## The task
Find each line below where the word "size" occurs, and copy it.

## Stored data
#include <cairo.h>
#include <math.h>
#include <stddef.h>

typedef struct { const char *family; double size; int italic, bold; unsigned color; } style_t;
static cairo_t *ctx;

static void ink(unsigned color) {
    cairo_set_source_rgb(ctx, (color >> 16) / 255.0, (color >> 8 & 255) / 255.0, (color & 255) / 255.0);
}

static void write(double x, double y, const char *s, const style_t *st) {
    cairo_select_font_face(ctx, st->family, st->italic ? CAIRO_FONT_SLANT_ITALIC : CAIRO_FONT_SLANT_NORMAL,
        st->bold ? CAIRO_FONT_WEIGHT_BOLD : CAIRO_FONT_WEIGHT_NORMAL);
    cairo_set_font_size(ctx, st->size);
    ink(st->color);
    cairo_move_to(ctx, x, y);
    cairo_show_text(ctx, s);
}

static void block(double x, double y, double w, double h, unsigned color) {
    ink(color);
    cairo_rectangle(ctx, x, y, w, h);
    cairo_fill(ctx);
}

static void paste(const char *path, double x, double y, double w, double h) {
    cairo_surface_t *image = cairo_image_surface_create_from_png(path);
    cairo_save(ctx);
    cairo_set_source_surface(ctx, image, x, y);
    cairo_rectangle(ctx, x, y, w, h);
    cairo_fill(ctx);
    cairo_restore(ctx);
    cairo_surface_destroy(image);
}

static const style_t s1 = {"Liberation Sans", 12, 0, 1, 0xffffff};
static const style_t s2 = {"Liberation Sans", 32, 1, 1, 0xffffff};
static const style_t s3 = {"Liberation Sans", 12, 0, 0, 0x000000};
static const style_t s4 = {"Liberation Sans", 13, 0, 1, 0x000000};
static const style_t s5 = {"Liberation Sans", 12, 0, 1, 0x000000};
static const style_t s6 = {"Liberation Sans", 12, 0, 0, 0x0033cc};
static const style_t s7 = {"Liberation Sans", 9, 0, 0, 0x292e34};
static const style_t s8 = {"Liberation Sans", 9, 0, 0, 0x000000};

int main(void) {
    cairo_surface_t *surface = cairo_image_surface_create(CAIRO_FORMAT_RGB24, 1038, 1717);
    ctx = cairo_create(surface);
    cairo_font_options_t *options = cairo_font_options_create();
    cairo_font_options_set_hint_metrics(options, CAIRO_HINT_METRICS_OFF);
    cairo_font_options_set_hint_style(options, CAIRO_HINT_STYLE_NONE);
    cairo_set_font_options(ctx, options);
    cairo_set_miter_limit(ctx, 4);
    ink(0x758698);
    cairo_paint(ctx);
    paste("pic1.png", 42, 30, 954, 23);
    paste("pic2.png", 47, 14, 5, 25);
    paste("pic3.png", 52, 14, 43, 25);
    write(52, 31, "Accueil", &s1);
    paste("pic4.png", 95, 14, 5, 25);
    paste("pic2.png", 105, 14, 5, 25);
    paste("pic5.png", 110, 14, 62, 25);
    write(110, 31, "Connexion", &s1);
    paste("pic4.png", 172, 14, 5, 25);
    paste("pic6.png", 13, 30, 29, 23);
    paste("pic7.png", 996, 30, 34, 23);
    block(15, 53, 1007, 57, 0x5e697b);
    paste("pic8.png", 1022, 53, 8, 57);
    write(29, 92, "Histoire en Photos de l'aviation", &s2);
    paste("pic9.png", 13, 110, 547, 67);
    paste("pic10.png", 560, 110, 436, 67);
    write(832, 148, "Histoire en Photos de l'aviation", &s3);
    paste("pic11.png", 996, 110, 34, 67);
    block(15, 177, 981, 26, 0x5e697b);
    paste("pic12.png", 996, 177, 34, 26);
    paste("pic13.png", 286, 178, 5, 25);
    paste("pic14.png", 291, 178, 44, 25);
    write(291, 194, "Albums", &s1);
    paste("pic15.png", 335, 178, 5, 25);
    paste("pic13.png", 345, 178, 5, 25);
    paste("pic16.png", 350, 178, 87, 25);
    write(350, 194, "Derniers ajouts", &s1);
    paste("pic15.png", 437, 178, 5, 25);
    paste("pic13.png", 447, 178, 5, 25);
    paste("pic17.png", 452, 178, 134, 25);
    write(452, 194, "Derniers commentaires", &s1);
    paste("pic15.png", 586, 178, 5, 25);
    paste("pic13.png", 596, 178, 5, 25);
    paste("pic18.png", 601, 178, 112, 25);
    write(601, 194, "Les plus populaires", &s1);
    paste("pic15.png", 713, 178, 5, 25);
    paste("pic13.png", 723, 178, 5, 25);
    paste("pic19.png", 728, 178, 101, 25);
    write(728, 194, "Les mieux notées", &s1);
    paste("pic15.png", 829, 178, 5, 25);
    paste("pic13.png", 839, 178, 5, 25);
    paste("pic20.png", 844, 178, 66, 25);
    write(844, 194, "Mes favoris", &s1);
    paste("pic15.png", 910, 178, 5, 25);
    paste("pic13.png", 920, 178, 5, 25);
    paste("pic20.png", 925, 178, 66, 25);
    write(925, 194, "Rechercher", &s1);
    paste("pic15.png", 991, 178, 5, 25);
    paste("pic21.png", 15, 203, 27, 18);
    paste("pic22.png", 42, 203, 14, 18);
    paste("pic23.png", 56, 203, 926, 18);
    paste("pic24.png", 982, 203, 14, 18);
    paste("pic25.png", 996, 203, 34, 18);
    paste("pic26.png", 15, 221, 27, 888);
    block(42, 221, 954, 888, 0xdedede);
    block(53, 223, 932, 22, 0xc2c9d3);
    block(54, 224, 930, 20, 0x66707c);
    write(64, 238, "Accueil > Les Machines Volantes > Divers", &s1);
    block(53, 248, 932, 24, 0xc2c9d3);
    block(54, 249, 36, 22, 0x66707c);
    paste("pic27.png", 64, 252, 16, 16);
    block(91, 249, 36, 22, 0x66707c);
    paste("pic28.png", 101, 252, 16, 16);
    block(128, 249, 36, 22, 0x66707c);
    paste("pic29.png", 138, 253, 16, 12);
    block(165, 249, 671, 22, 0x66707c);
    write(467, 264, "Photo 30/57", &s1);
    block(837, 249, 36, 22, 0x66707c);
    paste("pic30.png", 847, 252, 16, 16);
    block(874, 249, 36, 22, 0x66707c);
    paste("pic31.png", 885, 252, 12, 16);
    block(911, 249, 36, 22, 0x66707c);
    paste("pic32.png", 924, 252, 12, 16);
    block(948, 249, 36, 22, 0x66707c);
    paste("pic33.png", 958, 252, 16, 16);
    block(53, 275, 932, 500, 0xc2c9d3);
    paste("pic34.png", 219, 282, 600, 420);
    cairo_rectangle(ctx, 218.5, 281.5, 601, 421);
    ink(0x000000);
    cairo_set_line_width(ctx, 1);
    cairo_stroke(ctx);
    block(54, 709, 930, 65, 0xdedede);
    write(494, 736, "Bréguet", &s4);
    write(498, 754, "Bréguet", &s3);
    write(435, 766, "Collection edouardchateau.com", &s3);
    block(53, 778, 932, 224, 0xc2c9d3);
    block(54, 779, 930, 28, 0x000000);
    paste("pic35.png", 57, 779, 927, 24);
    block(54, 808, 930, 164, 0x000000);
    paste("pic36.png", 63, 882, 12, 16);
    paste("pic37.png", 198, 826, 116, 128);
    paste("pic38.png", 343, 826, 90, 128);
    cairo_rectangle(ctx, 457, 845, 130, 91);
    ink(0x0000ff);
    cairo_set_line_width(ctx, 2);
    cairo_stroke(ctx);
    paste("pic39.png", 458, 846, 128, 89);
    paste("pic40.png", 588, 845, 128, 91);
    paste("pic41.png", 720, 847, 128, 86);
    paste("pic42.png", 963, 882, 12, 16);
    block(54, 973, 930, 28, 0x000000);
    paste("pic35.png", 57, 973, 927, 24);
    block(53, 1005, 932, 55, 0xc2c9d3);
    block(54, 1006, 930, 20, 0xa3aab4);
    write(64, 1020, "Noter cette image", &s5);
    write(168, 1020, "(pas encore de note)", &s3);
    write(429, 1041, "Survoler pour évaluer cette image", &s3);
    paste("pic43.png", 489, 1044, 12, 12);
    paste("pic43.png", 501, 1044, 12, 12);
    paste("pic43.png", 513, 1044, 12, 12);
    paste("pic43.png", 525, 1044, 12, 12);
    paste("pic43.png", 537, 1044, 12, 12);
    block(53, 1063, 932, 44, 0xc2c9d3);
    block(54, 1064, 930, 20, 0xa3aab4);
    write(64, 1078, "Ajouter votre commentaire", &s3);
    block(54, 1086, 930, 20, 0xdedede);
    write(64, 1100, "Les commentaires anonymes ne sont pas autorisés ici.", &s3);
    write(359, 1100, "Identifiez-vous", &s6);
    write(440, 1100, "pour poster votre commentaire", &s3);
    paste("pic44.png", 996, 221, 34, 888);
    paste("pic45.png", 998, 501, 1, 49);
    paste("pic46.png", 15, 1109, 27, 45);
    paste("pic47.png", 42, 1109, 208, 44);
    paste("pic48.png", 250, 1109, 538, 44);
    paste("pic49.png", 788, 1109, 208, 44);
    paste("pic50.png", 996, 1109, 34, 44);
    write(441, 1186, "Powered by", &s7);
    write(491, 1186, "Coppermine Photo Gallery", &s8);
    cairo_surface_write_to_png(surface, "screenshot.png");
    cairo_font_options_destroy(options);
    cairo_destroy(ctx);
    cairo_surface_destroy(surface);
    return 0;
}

## Answer area
typedef struct { const char *family; double size; int italic, bold; unsigned color; } style_t;
    cairo_set_font_size(ctx, st->size);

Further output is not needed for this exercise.